To do so, the administrator must access the web control panel with their username and password, from where they can invite the users they want via email or SMS. Users need only download the application from the Google Play or App Store and log in using the credentials provided to start communicating with other users on the network.
Remote database deletion
Should a user lose a device with confidential information, or have it stolen, the administrator can remotely wipe the IMBox database from the administration web panel.
IMBox recommends establishing an internal protocol to inform users of the steps to be followed in the event of loss or theft.
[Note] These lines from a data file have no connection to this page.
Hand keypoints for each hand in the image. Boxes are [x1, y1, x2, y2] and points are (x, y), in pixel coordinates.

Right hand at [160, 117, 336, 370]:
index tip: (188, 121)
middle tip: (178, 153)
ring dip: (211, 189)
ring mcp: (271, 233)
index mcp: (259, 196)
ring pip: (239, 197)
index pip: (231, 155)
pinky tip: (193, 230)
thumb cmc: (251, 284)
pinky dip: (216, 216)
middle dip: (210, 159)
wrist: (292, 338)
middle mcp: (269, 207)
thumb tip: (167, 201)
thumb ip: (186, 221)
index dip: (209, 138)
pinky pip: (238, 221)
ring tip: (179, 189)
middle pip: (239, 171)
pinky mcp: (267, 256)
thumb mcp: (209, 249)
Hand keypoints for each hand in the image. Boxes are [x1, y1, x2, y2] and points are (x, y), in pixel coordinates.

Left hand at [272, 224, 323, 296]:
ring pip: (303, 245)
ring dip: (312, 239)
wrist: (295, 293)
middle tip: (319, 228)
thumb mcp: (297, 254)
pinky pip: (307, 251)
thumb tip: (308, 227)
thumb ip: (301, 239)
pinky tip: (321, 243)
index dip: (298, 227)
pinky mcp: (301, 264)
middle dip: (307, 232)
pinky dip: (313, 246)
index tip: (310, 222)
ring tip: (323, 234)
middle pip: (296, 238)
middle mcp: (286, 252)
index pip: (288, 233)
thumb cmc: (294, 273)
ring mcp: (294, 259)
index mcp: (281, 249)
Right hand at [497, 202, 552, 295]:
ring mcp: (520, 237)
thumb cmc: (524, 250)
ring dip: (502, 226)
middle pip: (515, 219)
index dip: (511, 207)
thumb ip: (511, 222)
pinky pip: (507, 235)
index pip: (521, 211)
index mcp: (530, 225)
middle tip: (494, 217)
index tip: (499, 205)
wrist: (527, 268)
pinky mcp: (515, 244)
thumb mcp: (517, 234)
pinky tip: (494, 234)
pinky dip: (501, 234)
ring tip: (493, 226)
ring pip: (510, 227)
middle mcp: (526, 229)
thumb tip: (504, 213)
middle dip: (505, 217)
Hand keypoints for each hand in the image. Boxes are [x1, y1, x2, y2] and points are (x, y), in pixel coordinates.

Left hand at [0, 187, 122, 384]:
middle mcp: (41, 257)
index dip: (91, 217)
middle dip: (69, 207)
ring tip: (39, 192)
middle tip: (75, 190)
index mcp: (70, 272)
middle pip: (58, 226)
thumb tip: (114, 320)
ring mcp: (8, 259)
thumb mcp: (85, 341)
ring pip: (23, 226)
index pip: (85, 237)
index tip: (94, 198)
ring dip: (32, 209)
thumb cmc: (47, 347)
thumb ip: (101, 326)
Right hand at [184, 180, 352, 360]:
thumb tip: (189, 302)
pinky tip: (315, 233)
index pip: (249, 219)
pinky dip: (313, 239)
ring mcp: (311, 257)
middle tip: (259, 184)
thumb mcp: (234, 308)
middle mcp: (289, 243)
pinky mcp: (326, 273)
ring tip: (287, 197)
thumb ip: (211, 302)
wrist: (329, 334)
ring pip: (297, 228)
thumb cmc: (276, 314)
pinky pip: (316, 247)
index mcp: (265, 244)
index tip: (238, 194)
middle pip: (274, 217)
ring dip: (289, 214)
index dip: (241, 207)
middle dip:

The main thing would be to notify the administrator, who would then access the web panel, search for the user, select the lost device and click on delete. The backend would then launch the deletion command and the device's database would be destroyed as soon as the mobile phone is reconnected.
Regulatory Compliance
Certified as "ENS Alto"
Certified as "ENS Alto" Sistema de información de SPOTBROS TECHNOLOGIES S.L., which supports the provision of the IMBox Defense CERTIFIED instant messaging service, including its design, development, implementation, maintenance and technical support, installed at the customer's premises in local mode (On premise), per the requirements of Spanish Royal Decree 3/2010 and the declaration of applicability in force.
Common Criteria
IMBox is undergoing Common Criteria certification, an internationally recognised standard for assessing the security features and confidence level of an IT product (ISO 15408).
Common Criteria Certification is recognised by the 27 signatory countries of the Common Criteria Recognition Agreement (CCRA). Additionally, 10 European countries have signed the SOGIS mutual recognition agreement for Common Criteria certifications at higher levels in two technical domains "Smart Cards and similar devices" and "Hardware devices with security boxes".